About this task –
Using the data that follows, report how many lines include "SLEEPERS"; output no other text.

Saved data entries
Content starts

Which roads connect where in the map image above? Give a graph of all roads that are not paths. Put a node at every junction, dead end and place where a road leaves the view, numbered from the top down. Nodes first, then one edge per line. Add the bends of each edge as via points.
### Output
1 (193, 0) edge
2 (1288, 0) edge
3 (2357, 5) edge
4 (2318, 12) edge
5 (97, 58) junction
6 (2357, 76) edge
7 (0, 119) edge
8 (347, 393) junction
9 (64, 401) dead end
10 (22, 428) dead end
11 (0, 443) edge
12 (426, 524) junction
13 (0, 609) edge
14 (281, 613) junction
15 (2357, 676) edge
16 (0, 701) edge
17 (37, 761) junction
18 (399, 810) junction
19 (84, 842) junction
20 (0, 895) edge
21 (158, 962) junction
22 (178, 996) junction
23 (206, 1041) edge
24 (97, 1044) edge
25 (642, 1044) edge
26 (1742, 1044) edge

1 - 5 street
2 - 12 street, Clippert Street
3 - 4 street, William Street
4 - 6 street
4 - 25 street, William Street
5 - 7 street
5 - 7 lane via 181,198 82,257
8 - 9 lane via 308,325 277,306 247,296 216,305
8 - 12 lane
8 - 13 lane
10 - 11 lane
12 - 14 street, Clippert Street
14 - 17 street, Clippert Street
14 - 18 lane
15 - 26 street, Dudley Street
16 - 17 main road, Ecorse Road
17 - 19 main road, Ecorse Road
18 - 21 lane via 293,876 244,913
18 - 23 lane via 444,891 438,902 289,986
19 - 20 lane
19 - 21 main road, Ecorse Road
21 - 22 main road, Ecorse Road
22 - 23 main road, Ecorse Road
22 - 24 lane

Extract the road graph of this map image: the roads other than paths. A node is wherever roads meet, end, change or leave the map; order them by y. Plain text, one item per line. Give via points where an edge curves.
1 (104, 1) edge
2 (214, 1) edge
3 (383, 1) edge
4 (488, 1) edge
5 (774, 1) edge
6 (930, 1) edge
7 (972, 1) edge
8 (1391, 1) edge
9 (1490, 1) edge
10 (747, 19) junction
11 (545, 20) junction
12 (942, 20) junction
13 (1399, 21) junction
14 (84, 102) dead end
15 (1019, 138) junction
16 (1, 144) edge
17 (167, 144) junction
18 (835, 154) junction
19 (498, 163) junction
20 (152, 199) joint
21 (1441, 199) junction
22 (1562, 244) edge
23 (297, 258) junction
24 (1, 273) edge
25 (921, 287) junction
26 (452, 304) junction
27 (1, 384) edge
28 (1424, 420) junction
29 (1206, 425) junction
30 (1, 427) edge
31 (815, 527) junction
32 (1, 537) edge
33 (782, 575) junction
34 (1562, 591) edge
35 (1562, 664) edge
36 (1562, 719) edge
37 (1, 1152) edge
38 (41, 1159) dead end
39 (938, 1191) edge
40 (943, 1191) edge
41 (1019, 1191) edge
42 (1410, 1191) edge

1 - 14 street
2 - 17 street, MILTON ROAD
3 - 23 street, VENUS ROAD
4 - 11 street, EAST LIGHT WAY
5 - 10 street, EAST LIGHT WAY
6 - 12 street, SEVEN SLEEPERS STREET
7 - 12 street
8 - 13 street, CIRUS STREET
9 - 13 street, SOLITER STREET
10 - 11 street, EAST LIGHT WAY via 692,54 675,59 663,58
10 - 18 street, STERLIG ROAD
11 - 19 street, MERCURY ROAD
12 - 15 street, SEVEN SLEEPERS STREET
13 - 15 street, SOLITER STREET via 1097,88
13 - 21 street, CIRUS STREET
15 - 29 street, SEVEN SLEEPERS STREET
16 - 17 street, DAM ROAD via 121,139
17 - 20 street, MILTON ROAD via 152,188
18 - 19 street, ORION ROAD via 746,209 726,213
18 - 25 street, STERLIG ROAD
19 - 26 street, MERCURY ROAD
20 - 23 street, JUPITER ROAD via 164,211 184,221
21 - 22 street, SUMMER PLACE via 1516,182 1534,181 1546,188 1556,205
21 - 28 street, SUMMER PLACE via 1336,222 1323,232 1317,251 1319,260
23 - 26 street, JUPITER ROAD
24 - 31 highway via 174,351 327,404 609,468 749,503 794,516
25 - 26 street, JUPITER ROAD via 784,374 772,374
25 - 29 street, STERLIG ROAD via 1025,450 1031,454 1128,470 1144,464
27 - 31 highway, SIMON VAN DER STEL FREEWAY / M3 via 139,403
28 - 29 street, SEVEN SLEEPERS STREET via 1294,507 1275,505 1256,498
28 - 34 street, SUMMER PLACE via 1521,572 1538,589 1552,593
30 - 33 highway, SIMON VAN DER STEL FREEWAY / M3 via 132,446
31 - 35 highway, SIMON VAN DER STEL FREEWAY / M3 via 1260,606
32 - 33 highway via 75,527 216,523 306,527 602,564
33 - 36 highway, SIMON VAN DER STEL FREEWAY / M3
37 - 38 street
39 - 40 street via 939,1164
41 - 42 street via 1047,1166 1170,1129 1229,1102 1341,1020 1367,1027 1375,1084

Content ends

Output of the exercise –
4